> WHAT TO WORK ON:
Write back every line of the listing exactly, excluding images.

> EXTRACTED DATA:
════════
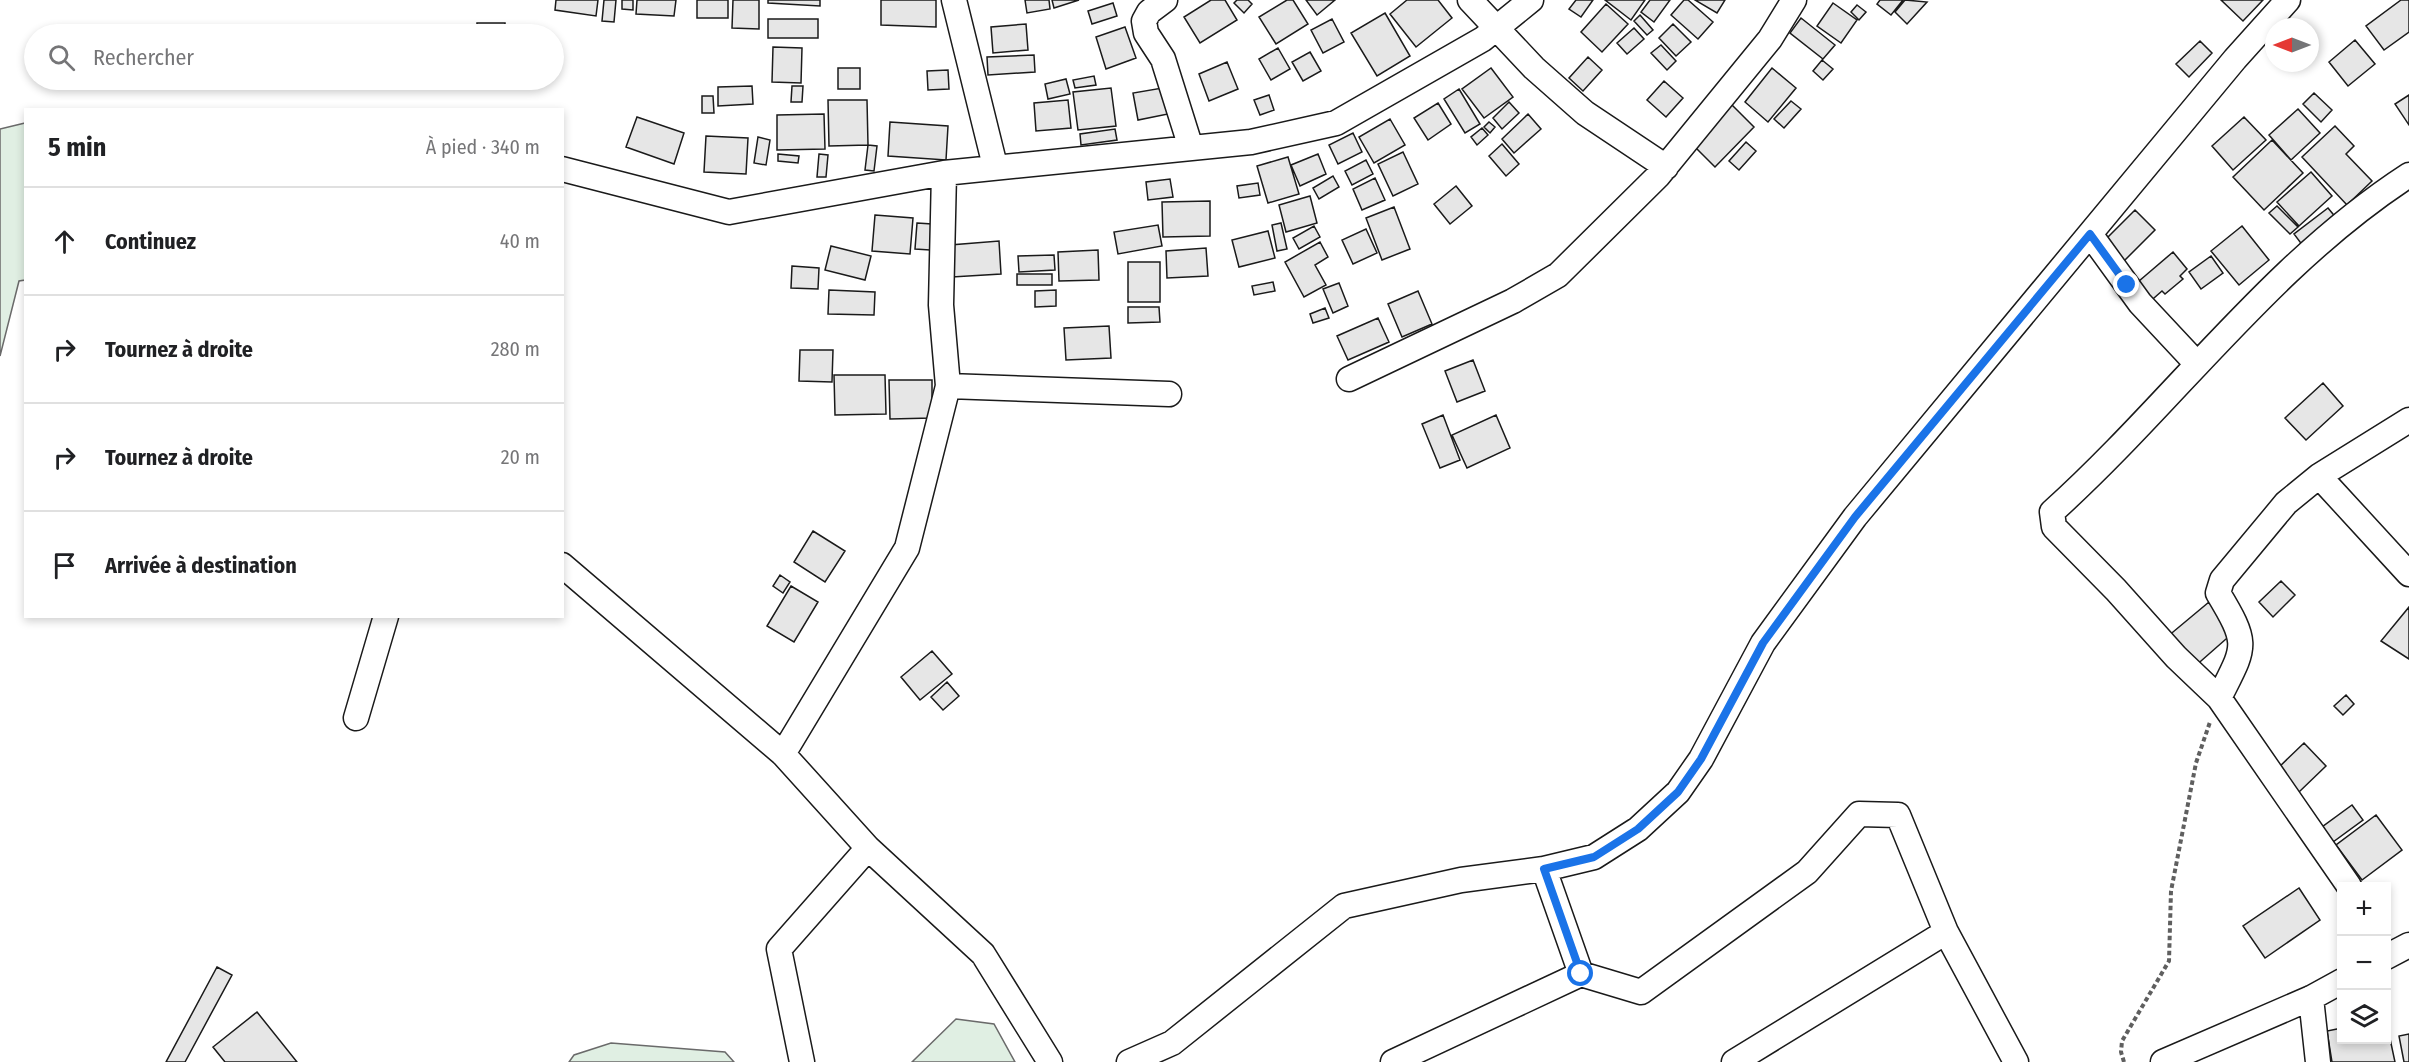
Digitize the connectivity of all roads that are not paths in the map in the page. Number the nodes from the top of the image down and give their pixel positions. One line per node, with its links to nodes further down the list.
1 (954, 0): 9 (street)
2 (1166, 0): 8 (street)
3 (1470, 0): 7 (street)
4 (1531, 0): 7 (street)
5 (1794, 0): 10 (street)
6 (2288, 0): 14 (street)
7 (1497, 30): 8 (street); 10 (street)
8 (1191, 148): 9 (street)
9 (995, 166): 12 (street)
10 (1666, 167): 16 (street)
11 (564, 170): 12 (street)
12 (944, 173): 17 (street)
13 (2409, 175): 15 (street)
14 (2090, 234): 15 (street); 28 (street)
15 (2197, 364): 24 (street)
16 (1349, 379)
17 (948, 387): 18 (street); 26 (street)
18 (1169, 394)
19 (2409, 420): 20 (street)
20 (2319, 476): 22 (street); 24 (street)
21 (564, 567): 26 (street)
22 (2409, 574)
23 (385, 618): 25 (street)
24 (2219, 698): 29 (street)
25 (356, 718)
26 (783, 754): 27 (street)
27 (868, 848): 34 (street); 35 (street)
28 (1544, 869): 31 (street); 36 (street)
29 (2346, 882)
30 (1946, 932): 31 (street); 38 (street); 39 (street)
31 (1581, 974): 37 (street)
32 (2337, 984): 33 (street)
33 (2311, 998): 40 (street); 41 (street)
34 (801, 1062)
35 (1050, 1062)
36 (1129, 1062)
37 (1393, 1062)
38 (1734, 1062)
39 (2016, 1062)
40 (2163, 1062)
41 (2318, 1062)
════════
> REPLY:
Digitize the connectivity of all roads that are not paths in the map in the page. Number the nodes from the top of the image down and give their pixel positions. One line per node, with its links to nodes further down the list.
1 (954, 0): 9 (street)
2 (1166, 0): 8 (street)
3 (1470, 0): 7 (street)
4 (1531, 0): 7 (street)
5 (1794, 0): 10 (street)
6 (2288, 0): 14 (street)
7 (1497, 30): 8 (street); 10 (street)
8 (1191, 148): 9 (street)
9 (995, 166): 12 (street)
10 (1666, 167): 16 (street)
11 (564, 170): 12 (street)
12 (944, 173): 17 (street)
13 (2409, 175): 15 (street)
14 (2090, 234): 15 (street); 28 (street)
15 (2197, 364): 24 (street)
16 (1349, 379)
17 (948, 387): 18 (street); 26 (street)
18 (1169, 394)
19 (2409, 420): 20 (street)
20 (2319, 476): 22 (street); 24 (street)
21 (564, 567): 26 (street)
22 (2409, 574)
23 (385, 618): 25 (street)
24 (2219, 698): 29 (street)
25 (356, 718)
26 (783, 754): 27 (street)
27 (868, 848): 34 (street); 35 (street)
28 (1544, 869): 31 (street); 36 (street)
29 (2346, 882)
30 (1946, 932): 31 (street); 38 (street); 39 (street)
31 (1581, 974): 37 (street)
32 (2337, 984): 33 (street)
33 (2311, 998): 40 (street); 41 (street)
34 (801, 1062)
35 (1050, 1062)
36 (1129, 1062)
37 (1393, 1062)
38 (1734, 1062)
39 (2016, 1062)
40 (2163, 1062)
41 (2318, 1062)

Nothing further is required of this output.